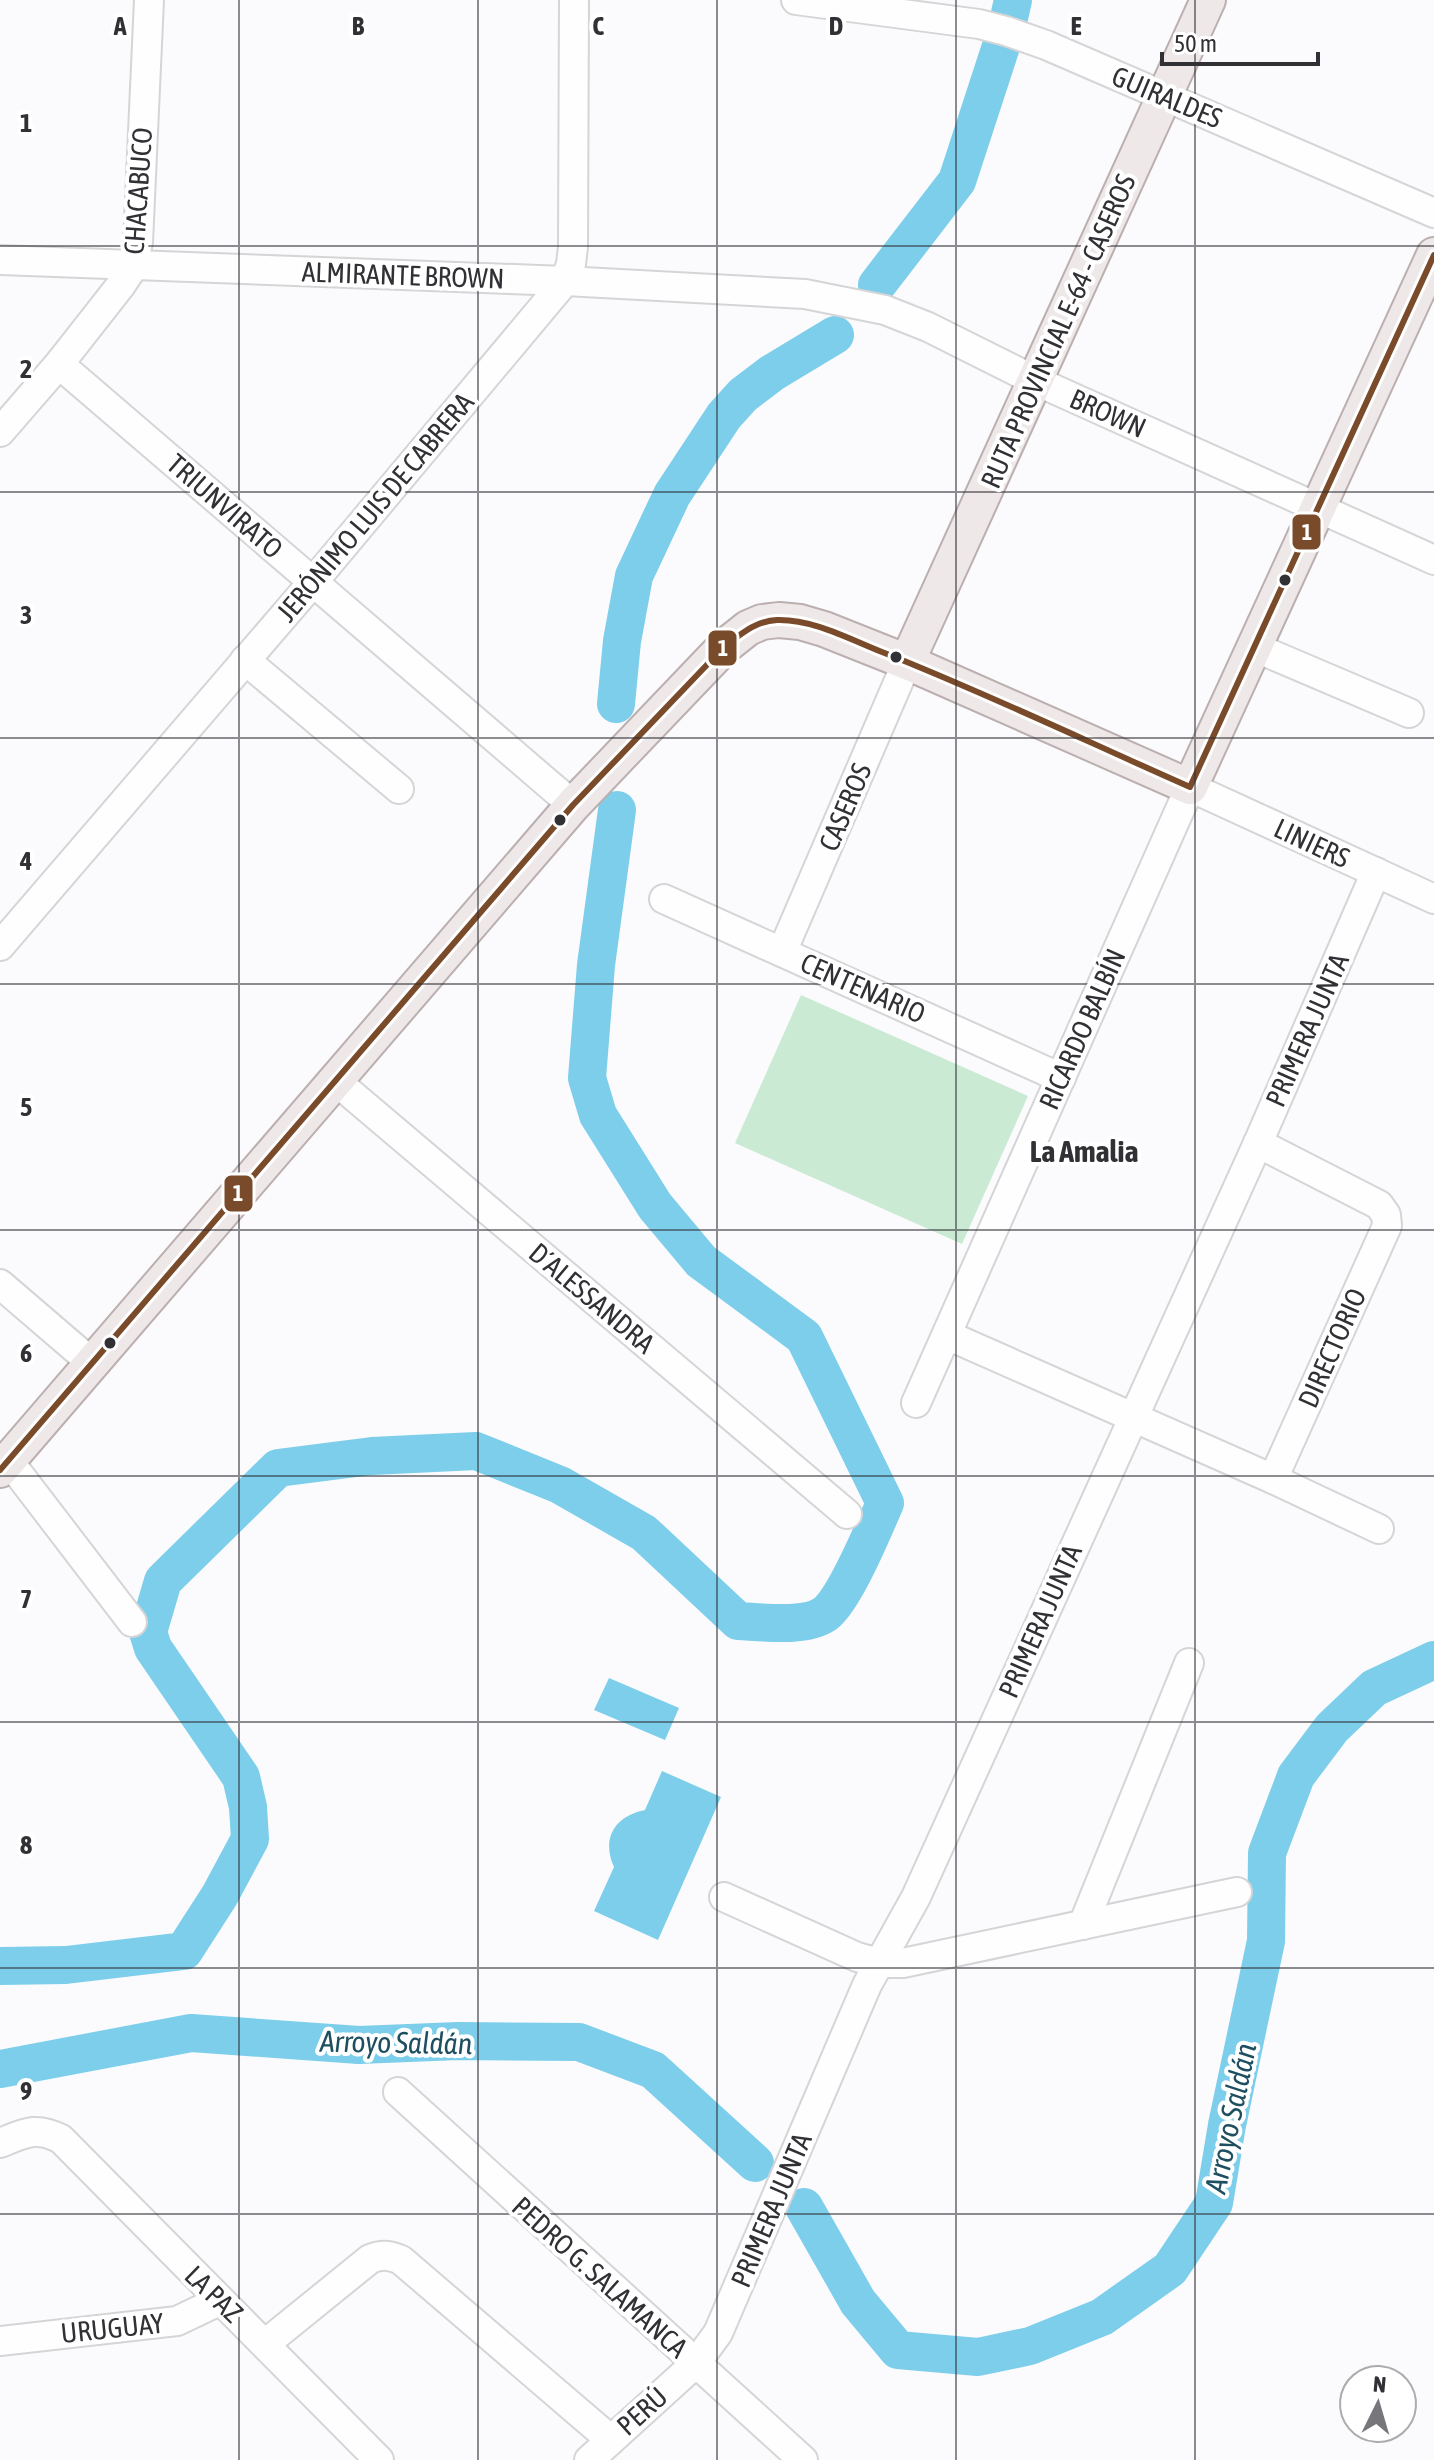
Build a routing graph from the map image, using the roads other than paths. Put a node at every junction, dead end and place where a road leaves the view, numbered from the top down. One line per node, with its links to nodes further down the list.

--

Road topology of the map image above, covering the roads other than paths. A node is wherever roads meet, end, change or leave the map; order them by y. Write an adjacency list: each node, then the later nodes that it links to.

==

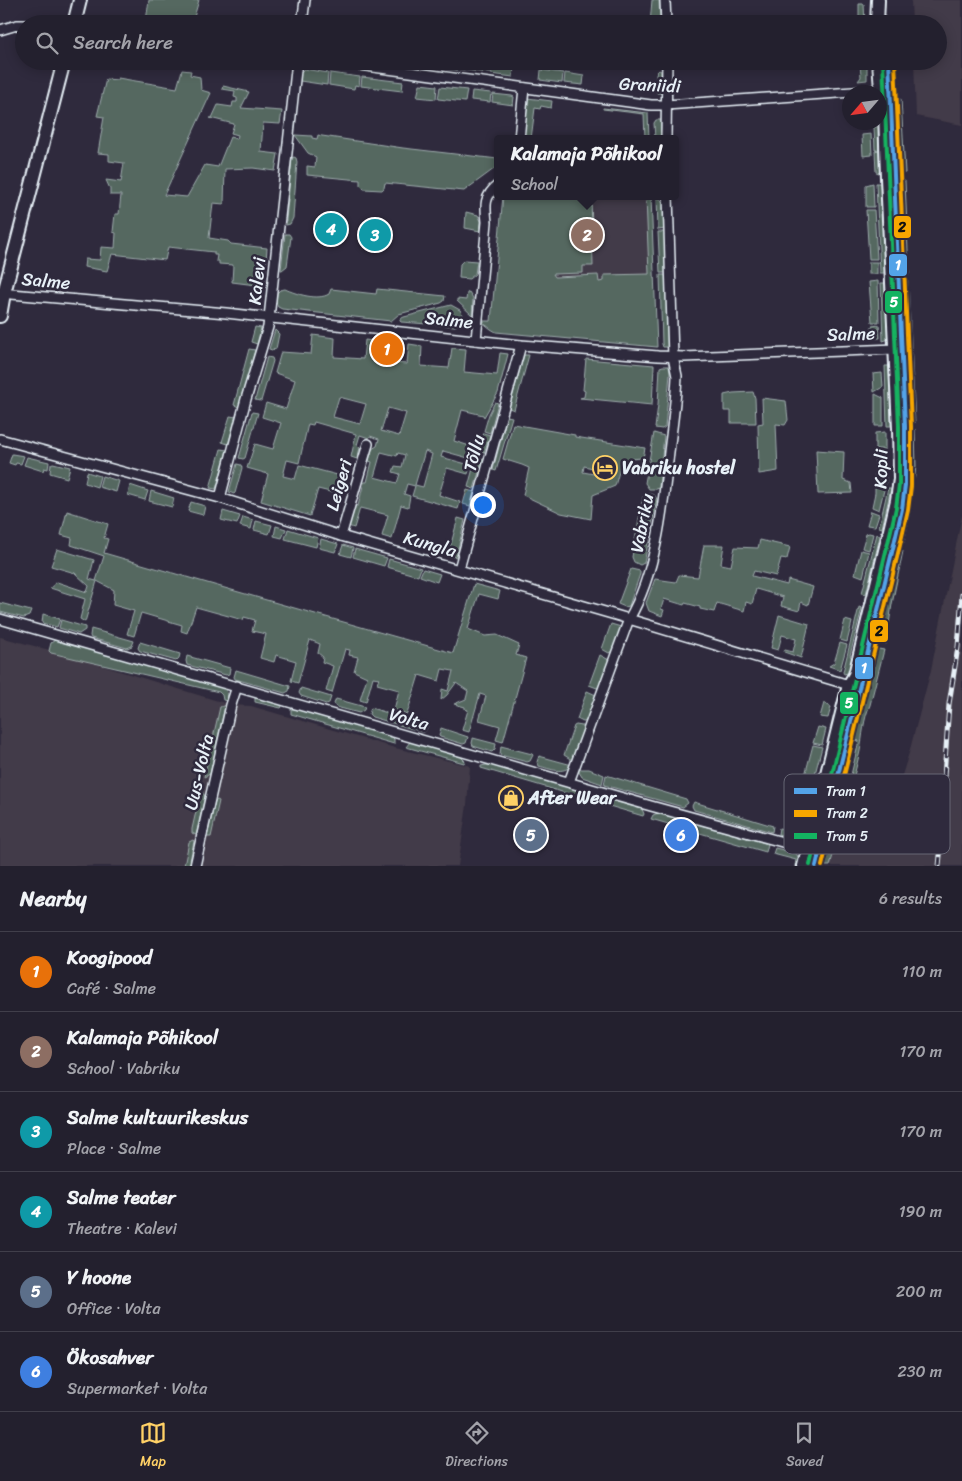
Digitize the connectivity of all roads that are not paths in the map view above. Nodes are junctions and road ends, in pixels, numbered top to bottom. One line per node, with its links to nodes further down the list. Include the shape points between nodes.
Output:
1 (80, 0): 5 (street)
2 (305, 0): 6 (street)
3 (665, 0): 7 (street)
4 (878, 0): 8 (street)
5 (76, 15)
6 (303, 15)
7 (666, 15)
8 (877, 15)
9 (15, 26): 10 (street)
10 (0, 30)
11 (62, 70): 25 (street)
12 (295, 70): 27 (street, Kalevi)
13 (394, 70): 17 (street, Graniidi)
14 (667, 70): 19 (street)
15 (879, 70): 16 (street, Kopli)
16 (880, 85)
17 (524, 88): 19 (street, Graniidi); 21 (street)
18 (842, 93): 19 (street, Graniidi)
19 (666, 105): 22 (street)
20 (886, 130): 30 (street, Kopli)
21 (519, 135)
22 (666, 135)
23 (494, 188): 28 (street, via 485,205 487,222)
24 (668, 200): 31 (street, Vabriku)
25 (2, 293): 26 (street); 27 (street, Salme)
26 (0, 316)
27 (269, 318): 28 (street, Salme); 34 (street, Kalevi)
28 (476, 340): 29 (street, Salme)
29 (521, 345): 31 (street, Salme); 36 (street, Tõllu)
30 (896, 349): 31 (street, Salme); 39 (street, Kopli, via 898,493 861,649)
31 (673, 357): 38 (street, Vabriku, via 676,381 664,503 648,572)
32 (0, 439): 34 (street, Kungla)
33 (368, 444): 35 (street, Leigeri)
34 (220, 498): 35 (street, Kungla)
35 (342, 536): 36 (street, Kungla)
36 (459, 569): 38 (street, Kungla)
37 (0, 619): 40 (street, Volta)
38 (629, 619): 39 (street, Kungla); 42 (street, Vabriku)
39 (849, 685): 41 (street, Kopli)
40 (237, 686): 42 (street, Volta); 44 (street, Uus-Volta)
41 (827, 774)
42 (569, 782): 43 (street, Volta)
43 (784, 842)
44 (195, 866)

** What the task asks **
In the entries above, some lines hold the string "list". Copy each of them.

** Problem solution **
Build a routing graph from the map image, using the roads other than paths. Put a node at every junction, dead end and place where a road leaves the view, numbered from the top down. One line per node, with its links to nodes further down the list.
Road topology of the map image above, covering the roads other than paths. A node is wherever roads meet, end, change or leave the map; order them by y. Write an adjacency list: each node, then the later nodes that it links to.
Digitize the connectivity of all roads that are not paths in the map view above. Nodes are junctions and road ends, in pixels, numbered top to bottom. One line per node, with its links to nodes further down the list. Include the shape points between nodes.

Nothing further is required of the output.